JJJ-Douglas-Speech-FOH2010

Je remercie « Friends of Haïti 2010» d'avoir fait choix de moi pour être l'orateur de circonstance à cette soirée de gala. Je le prends comme un honneur qui suscite évidemment un immense plaisir. Cette soirée de gala nous rassemble en vue de fêter la seconde victoire du 44ème Président des Etats-Unis, Monsieur Barack Hussein Obama. Une telle rencontre aurait été, six ans de cela, inimaginable.

Récemment, lors d'un diner entre amis à Port-au-Prince, quelqu'un a glissé une information sur la table pour nous dire que Barack Obama a failli épouser une Haïtienne. Il parait que, lors du premier rendez-vous entre cette Haïtienne-là et le jeune Obama, notre compatriote s'est éclipsée au moment de l'interlude romantique. Et pour résultat ... aujourd'hui nous avons Michelle Obama comme première Dame des Etats-Unis. Voilà donc un trait de petite histoire qui donne à rêver... une haïtienne aurait pu être l'épouse de Barack Obama. Si l'anecdote est vraie, Haïti aurait pu être dans la chair et dans le cœur de l'homme le plus puissant du moment.

Parlant de Barack Obama, qu'est ce qui se passe chez nous?

- La Photo de Barack Obama est sur les bus et les tap-tap de la région métropolitaine de Port-au-Prince, et aussi dans les quartiers populaires;

- Les DJ de Port-au-Prince s'amusent à faire écouter la musique « Obama, Obama, vive Obama kap fè la pluie et le beau temps »;

- Les gros bus de transports, de couleur blanche, on les appelle «Bus Obama »;

- Lors des émissions sur les élections américaines de RTVC, « il fallait entendre l'explosion de cris de joie des jeunes de quartiers populaires ». Il est intéressant de signaler que le mot « Barack » veut dire « gro chabrak » chez nous.

Les haïtiens ont adopté Barack Obama, surtout par solidarité. Comment expliquer cet élan de solidarité ? Pas besoin d'enquêtes très poussées. La réponse : « c'est un black comme nous ». La solidarité qui est une richesse chez nous, on la fait sans poser de questions. Comprenons bien. Quand l'Haïtien décide d'être solidaire, ne cherchez pas à lui faire voir raison : « il n'a rien vu ni compris ». Il est solidaire, un point c'est tout. Et si le moment opportun se présente, il peut même adopter la stratégie du marronnage.

Pourquoi cette affection à l'endroit de Barack OBAMA?

- En raison de ses origines, OBAMA dès son premier mandat a marqué l'histoire universelle.
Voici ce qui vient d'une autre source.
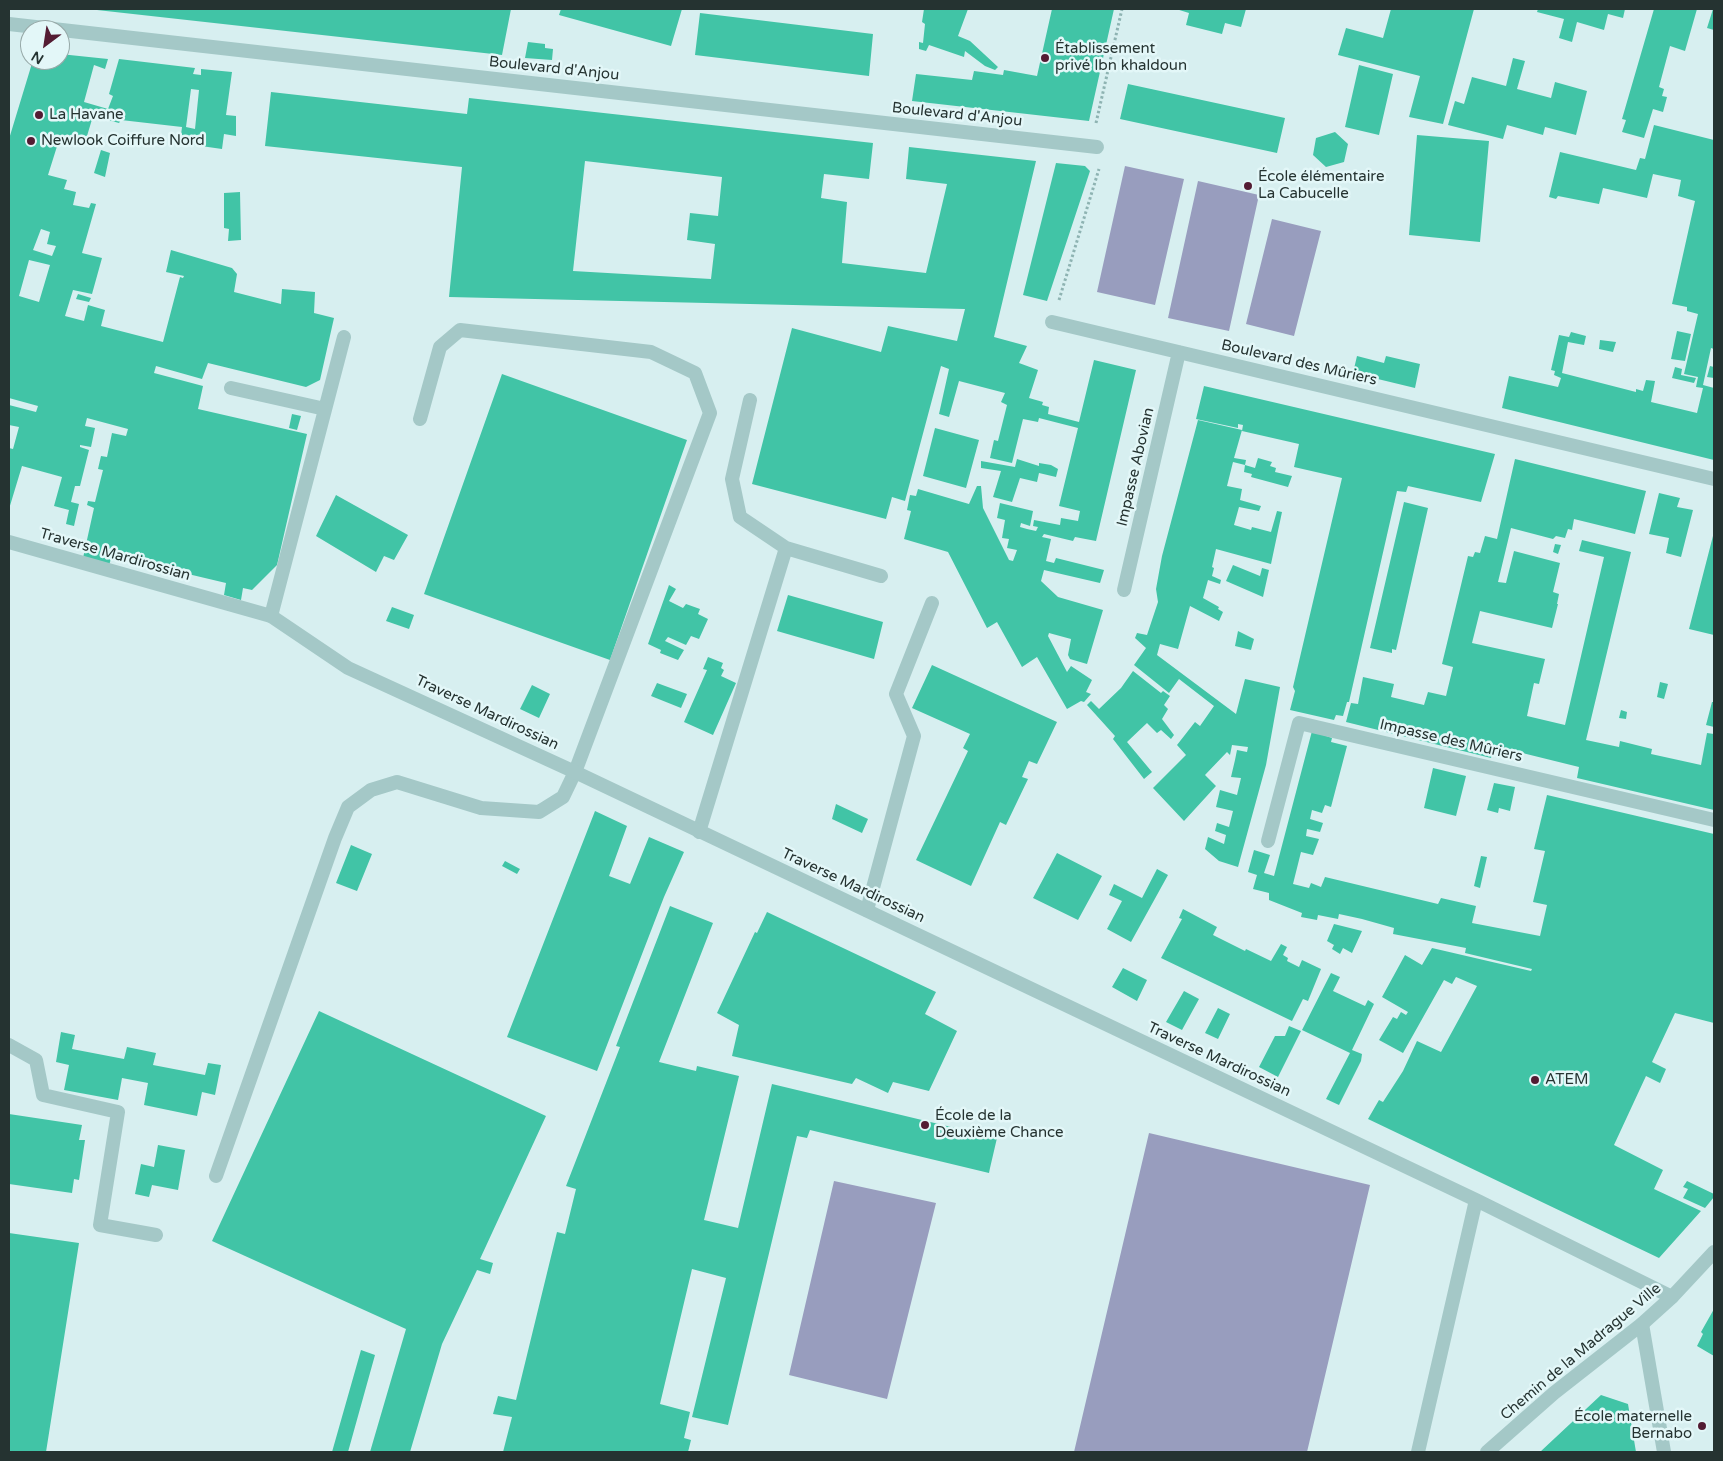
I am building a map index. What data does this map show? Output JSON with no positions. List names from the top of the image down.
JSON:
{
  "streets": {
    "street": [
      "Boulevard d'Anjou",
      "Boulevard des Mûriers",
      "Impasse Abovian",
      "Traverse Mardirossian",
      "Impasse des Mûriers",
      "Chemin de la Madrague Ville"
    ]
  },
  "crossings": [
    ["Boulevard des Mûriers", "Impasse Abovian"],
    ["Traverse Mardirossian", "Chemin de la Madrague Ville"]
  ],
  "places": [
    "Établissement privé Ibn khaldoun",
    "La Havane",
    "Newlook Coiffure Nord",
    "École élémentaire La Cabucelle",
    "ATEM",
    "École de la Deuxième Chance",
    "École maternelle Bernabo"
  ],
  "north": "bottom left"
}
Lors de la fièvre Obama en 2008, certains eurent même à parler de «la révolution OBAMA ». Le mot peut être fort mais voyons pourquoi...

- Les Etats-Unis choisissent toujours leurs présidents sur mesure. Le nom et le prénom sont aussi importants. Le nom B-A-R-A-C-K H-U-S-S-E-I-N O-B-A-M-A résonne comme une musique attrayante. C'est atypique. Avant c'était George, Bill, Ronald, Gérard, Richard, John Fitzgerald, Franklin, et j'en passe.

- Barack OBAMA, certains le voient comme un noir, d'autres comme métis, d'autres comme Africain. Sa grand-mère vit encore au Kenya. Historiquement, le continent Africain est symbole d'humiliation par rapport à l'esclavage et aux pratiques de discriminations raciales. Un Noir à la Maison Blanche, et un nom africain sur la liste des présidents américains: pour une nouveauté, c'en est une!
Barack Obama est issu d'un milieu social modeste. Il a grandi sous les regards de sa mère blanche, puis de ses grands-parents blancs. Il a poursuivi son cursus universitaire à la prestigieuse université Harvard et est devenu Avocat, puis professeur de Droit et Homme politique. On connait la suite. D'humble origine, il est aujourd'hui le 44ème Président des Etats-Unis. Dans un pays où statistiquement il y a plus de noirs en prison qu'à l'université, le Président Obama est un formidable exemple pour tous les parents qui croient que « le chemin du succès dan la vie passe par l'éducation. »

Quid du vote des Haïtiens pour Barack Obama ?

On estime qu'en 2008, près de 300,000 Haïtiens d'origine ont voté pour Obama. En 2012, le nombre d'Haïtiens à avoir voté pour le Président Barack Obama serait à plus de 560,000 électeurs. Parmi les groupes minoritaires donc, les Haïtiens ont jeté disons, plus d'un demi-million de votes. Qu'est-ce que ça nous rapporte en retour ? What is in there for us ? Selon le journal Bloomberg, Hillary Clinton, Durant ses quatre (4) années comme Secrétaire d'Etat, a voyagé dans 112 pays mais ne s'est rendue en Haïti que trois (3) fois seulement. De mémoire, je pense qu'elle est allée en Haïti lors du séisme de 2010, la deuxième fois c'était pour rencontrer les trois candidats aux présidentielles de 2010/2011. La toute dernière fois, c'était à l'occasion de l'ouverture du complexe agricole de Caracole dans le Nord.
Gardons à l'esprit quelques vérités de base: le département d'Etat a son agenda pour Haïti. Et Haïti a son propre agenda. L'agenda d'Haïti devrait être celui sur lequel tous les Haïtiens s'entendent qu'ils soient noirs, mulâtres, haïtiens de l'en-dedans et de l'extérieur. Nos querelles internes font le beurre de la Communauté internationale qui nous submerge d'ONGs. Or, qu'on me cite un seul pays au monde parvenant à relever les défis du non-développement à partir du « secours des ONGs » ? C'est un scandale de voir combien les résultats des actions "ongistes" sont maigres! C'est à croire que ces organisations seraient à l'affût « d'autres catastrophes pour s'enrichir. »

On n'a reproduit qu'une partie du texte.